[Dataset entries]
┌────────

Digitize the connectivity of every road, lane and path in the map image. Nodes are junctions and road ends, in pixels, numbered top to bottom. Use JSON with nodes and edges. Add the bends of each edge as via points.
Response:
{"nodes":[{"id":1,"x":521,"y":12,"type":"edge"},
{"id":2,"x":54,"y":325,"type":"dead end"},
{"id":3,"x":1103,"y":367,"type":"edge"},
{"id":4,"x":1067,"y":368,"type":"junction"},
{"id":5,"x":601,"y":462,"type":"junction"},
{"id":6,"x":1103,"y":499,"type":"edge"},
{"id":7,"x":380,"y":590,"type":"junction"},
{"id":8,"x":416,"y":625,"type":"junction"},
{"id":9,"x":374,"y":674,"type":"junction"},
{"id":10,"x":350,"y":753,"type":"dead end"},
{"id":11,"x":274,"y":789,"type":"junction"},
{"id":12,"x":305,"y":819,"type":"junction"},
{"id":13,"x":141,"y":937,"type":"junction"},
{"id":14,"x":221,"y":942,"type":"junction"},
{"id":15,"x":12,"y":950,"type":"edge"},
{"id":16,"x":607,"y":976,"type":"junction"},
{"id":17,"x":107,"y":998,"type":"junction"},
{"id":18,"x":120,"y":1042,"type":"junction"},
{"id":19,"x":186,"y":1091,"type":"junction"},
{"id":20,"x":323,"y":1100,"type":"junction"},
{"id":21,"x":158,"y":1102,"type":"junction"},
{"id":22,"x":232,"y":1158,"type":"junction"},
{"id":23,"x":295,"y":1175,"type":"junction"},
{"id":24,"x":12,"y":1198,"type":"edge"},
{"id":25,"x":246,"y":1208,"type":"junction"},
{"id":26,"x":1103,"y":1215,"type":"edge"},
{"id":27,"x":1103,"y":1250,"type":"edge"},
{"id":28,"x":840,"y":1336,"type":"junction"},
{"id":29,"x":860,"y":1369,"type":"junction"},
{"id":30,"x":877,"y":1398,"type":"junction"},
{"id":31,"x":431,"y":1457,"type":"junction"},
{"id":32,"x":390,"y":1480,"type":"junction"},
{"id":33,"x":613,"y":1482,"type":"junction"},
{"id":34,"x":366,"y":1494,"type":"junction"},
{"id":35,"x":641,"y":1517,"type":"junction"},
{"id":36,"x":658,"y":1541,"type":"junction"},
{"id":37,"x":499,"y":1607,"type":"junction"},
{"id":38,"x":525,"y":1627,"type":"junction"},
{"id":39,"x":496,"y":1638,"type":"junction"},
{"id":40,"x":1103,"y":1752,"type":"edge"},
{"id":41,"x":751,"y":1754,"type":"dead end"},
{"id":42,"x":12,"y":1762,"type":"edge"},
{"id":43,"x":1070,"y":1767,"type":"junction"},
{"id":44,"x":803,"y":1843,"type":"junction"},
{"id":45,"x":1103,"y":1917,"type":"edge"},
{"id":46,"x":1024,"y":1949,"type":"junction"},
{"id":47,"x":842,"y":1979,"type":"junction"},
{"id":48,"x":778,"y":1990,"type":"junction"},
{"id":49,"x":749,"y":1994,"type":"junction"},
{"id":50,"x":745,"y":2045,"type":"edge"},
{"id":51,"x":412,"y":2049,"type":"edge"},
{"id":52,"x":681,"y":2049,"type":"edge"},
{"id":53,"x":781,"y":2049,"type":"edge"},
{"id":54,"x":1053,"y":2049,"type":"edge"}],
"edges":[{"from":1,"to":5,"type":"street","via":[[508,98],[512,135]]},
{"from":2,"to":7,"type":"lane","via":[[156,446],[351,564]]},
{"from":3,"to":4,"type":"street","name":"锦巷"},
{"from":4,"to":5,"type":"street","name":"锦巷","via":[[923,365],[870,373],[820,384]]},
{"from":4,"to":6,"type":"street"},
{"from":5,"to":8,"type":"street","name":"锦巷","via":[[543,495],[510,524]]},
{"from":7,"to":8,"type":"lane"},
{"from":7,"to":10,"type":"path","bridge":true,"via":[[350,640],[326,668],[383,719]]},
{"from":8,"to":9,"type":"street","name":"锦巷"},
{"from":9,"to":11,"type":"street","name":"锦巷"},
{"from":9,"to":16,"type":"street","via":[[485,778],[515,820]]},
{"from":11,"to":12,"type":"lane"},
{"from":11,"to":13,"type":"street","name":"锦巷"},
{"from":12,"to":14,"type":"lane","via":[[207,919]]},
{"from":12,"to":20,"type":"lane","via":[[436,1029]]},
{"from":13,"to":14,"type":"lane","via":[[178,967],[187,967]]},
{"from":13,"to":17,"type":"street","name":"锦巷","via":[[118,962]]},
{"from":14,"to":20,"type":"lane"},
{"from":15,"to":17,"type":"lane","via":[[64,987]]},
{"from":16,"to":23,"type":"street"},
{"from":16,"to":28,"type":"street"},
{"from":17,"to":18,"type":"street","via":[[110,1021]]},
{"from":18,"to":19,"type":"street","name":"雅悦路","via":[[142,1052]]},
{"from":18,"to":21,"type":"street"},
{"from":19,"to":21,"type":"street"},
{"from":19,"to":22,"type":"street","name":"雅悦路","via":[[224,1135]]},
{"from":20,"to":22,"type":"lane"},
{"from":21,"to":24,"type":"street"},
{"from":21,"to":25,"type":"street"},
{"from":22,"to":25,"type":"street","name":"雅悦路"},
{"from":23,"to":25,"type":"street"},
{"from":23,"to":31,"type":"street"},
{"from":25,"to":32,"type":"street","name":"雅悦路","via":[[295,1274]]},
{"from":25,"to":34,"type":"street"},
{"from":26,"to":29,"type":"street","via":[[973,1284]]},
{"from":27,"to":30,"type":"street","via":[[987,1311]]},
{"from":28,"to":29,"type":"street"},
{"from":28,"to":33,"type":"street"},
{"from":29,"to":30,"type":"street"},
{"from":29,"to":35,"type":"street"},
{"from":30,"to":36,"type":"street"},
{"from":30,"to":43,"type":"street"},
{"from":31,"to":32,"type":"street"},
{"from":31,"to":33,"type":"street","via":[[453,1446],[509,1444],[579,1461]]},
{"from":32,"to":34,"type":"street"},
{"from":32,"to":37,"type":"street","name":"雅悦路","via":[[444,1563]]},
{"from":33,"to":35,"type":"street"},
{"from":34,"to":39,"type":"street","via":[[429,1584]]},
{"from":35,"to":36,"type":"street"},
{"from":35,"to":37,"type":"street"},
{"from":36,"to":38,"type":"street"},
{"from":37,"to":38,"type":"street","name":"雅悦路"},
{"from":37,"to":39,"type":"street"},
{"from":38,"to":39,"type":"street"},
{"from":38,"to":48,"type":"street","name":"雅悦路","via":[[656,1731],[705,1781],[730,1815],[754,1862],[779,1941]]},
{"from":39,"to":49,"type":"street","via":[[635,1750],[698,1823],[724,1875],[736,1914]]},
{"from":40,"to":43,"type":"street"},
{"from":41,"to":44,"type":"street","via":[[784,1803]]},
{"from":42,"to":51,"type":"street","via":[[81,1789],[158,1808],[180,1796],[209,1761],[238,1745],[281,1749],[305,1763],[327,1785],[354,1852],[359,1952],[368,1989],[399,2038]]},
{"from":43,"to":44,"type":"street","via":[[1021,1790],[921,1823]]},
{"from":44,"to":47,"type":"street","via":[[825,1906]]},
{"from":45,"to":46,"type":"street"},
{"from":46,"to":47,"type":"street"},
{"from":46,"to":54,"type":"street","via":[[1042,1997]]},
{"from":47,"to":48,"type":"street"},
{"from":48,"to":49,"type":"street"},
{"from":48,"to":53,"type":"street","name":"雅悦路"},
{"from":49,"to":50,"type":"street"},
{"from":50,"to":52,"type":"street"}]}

└────────

- _Task directions_
If a line in the data contains the string "nodes", copy it.

- _Exercise solution_
Digitize the connectivity of every road, lane and path in the map image. Nodes are junctions and road ends, in pixels, numbered top to bottom. Use JSON with nodes and edges. Add the bends of each edge as via points.
{"nodes":[{"id":1,"x":521,"y":12,"type":"edge"},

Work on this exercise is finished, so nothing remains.